*What you are asked to do*: Retype the records below exactly as they stand, omitting the pictures.

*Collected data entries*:
# # # #

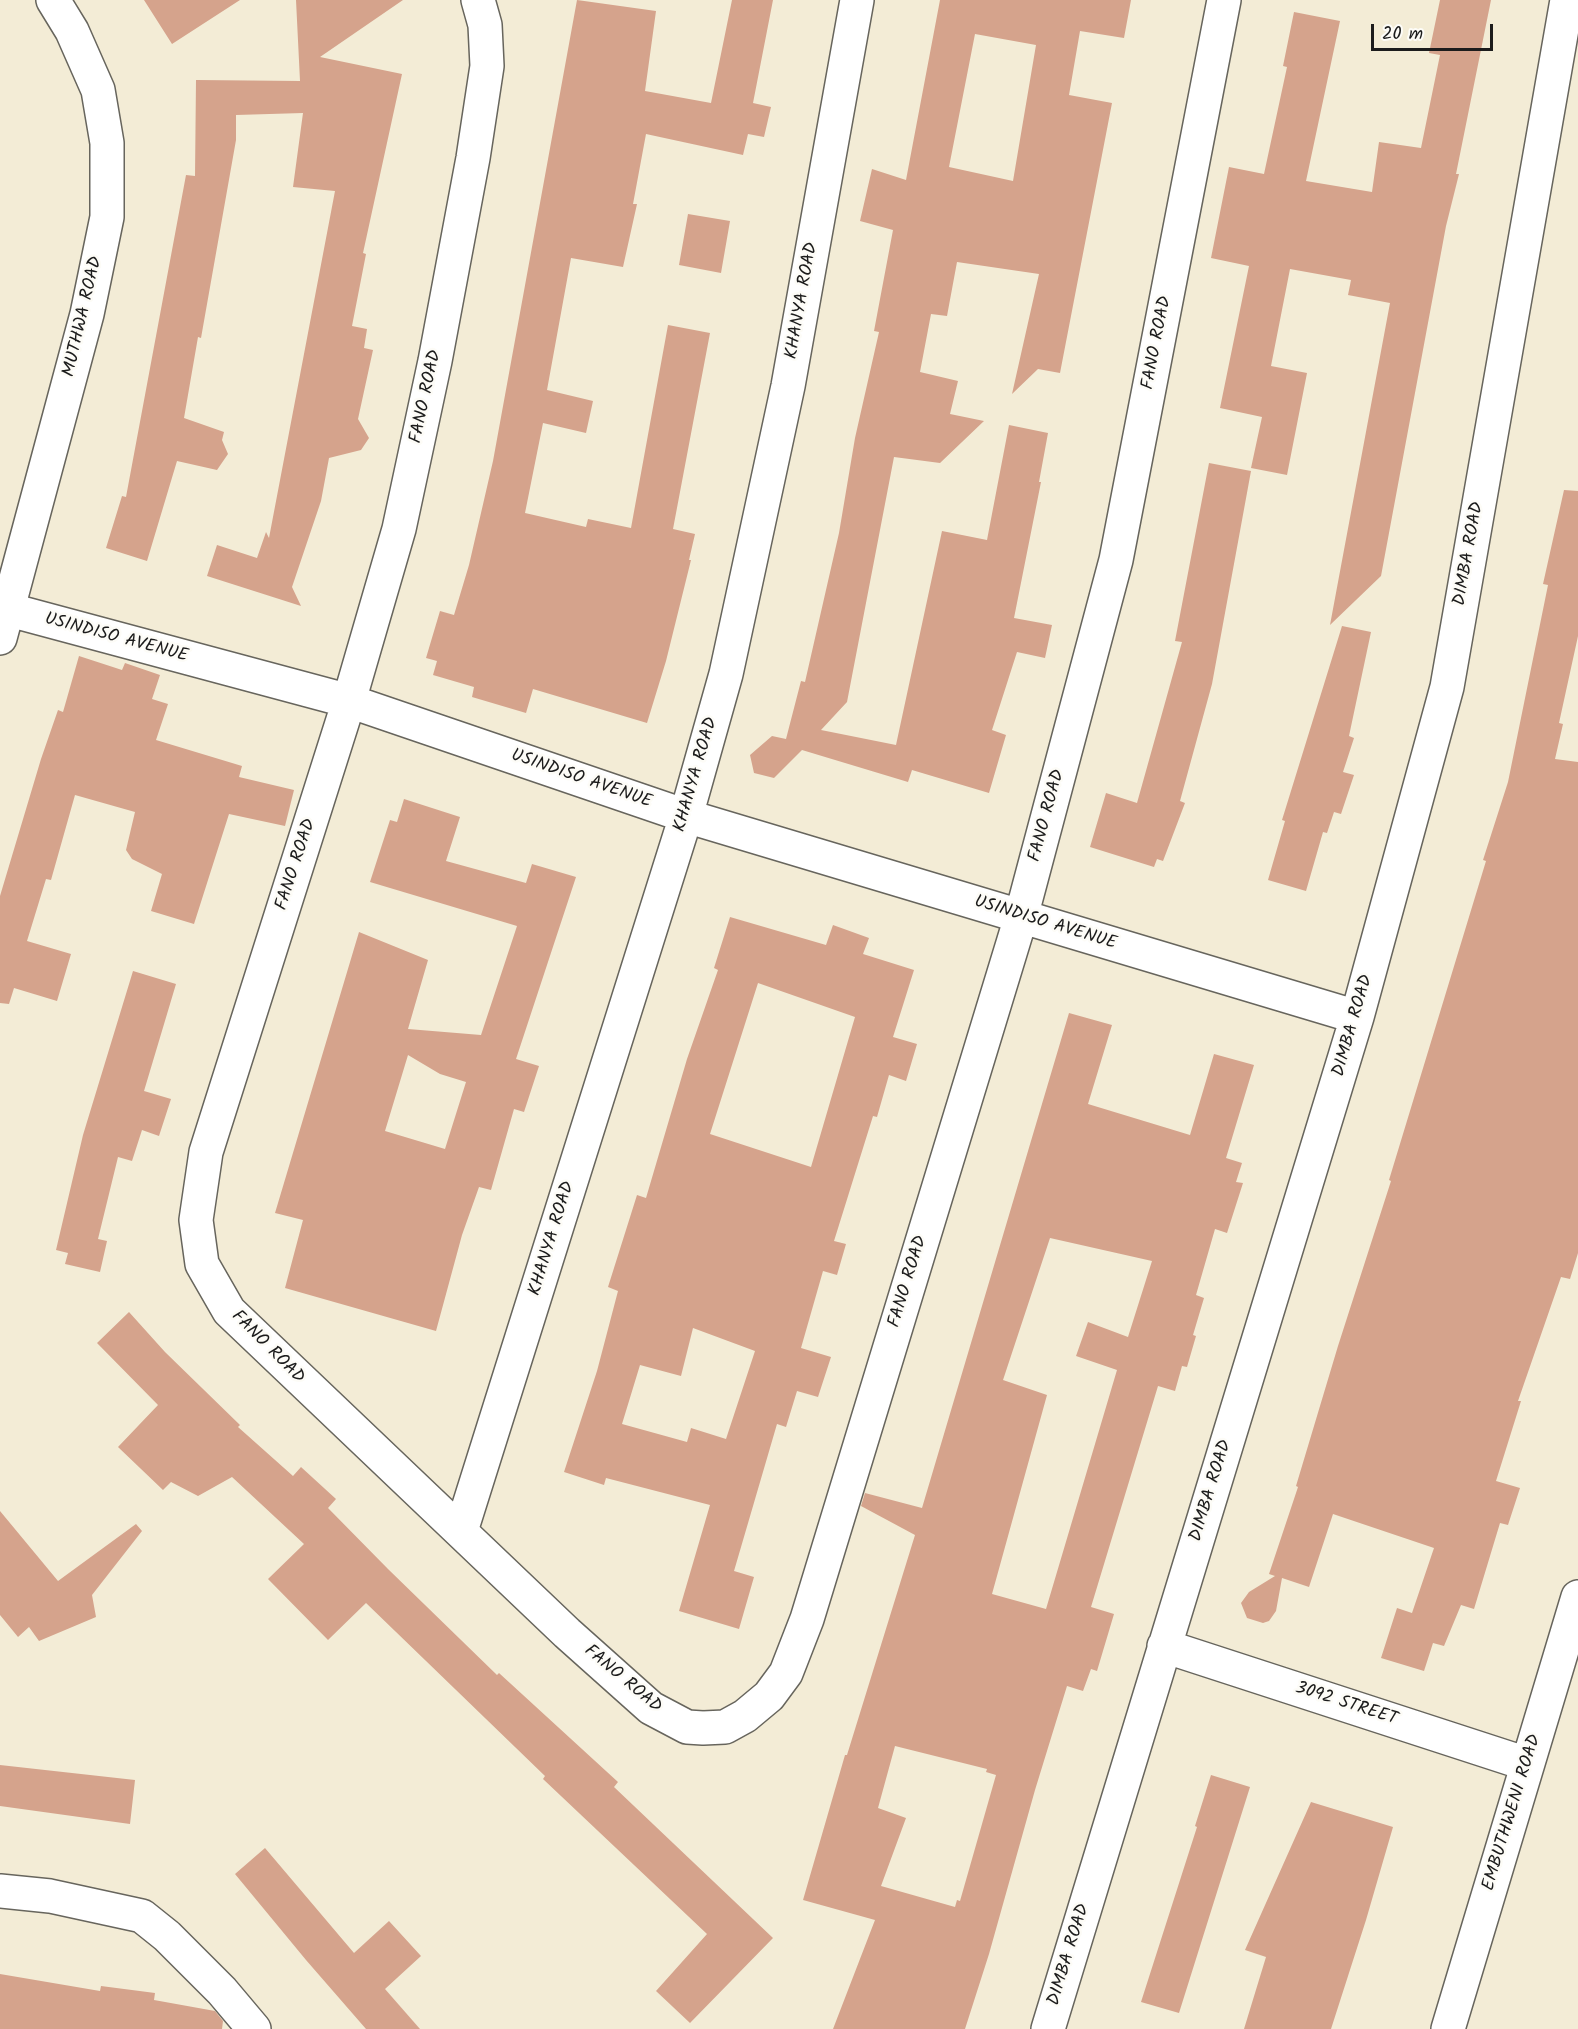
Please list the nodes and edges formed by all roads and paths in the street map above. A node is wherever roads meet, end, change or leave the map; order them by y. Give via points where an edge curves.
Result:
1 (52, 0) edge
2 (478, 0) edge
3 (857, 0) edge
4 (1224, 0) edge
5 (1567, 0) edge
6 (5, 624) edge
7 (349, 701) junction
8 (686, 816) junction
9 (1021, 917) junction
10 (1357, 1017) junction
11 (461, 1531) junction
12 (1578, 1597) edge
13 (1164, 1647) junction
14 (1527, 1764) junction
15 (0, 1892) edge
16 (254, 2029) edge
17 (1048, 2029) edge
18 (1448, 2029) edge

1 - 6 street, MUTHWA ROAD via 72,31 98,90 107,143 107,217 87,314
2 - 7 street, FANO ROAD via 485,26 487,66 474,158 399,529
3 - 8 street, KHANYA ROAD via 788,386 726,674
4 - 9 street, FANO ROAD via 1116,560
5 - 10 street, DIMBA ROAD via 1447,687
6 - 7 street, USINDISO AVENUE
7 - 8 street, USINDISO AVENUE
7 - 11 street, FANO ROAD via 206,1152 196,1220 202,1264 229,1311
8 - 9 street, USINDISO AVENUE
8 - 11 street, KHANYA ROAD
9 - 10 street, USINDISO AVENUE
9 - 11 street, FANO ROAD via 807,1619 786,1673 769,1696 725,1727 687,1727 672,1720 651,1708 567,1634
10 - 13 street, DIMBA ROAD
12 - 14 street, EMBUTHWENI ROAD
13 - 14 street, 3092 STREET
13 - 17 street, DIMBA ROAD
14 - 18 street, EMBUTHWENI ROAD
15 - 16 street via 50,1896 142,1916 214,1983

# # # #

*Solved exercise*:
Please list the nodes and edges formed by all roads and paths in the street map above. A node is wherever roads meet, end, change or leave the map; order them by y. Give via points where an edge curves.
Result:
1 (52, 0) edge
2 (478, 0) edge
3 (857, 0) edge
4 (1224, 0) edge
5 (1567, 0) edge
6 (5, 624) edge
7 (349, 701) junction
8 (686, 816) junction
9 (1021, 917) junction
10 (1357, 1017) junction
11 (461, 1531) junction
12 (1578, 1597) edge
13 (1164, 1647) junction
14 (1527, 1764) junction
15 (0, 1892) edge
16 (254, 2029) edge
17 (1048, 2029) edge
18 (1448, 2029) edge

1 - 6 street, MUTHWA ROAD via 72,31 98,90 107,143 107,217 87,314
2 - 7 street, FANO ROAD via 485,26 487,66 474,158 399,529
3 - 8 street, KHANYA ROAD via 788,386 726,674
4 - 9 street, FANO ROAD via 1116,560
5 - 10 street, DIMBA ROAD via 1447,687
6 - 7 street, USINDISO AVENUE
7 - 8 street, USINDISO AVENUE
7 - 11 street, FANO ROAD via 206,1152 196,1220 202,1264 229,1311
8 - 9 street, USINDISO AVENUE
8 - 11 street, KHANYA ROAD
9 - 10 street, USINDISO AVENUE
9 - 11 street, FANO ROAD via 807,1619 786,1673 769,1696 725,1727 687,1727 672,1720 651,1708 567,1634
10 - 13 street, DIMBA ROAD
12 - 14 street, EMBUTHWENI ROAD
13 - 14 street, 3092 STREET
13 - 17 street, DIMBA ROAD
14 - 18 street, EMBUTHWENI ROAD
15 - 16 street via 50,1896 142,1916 214,1983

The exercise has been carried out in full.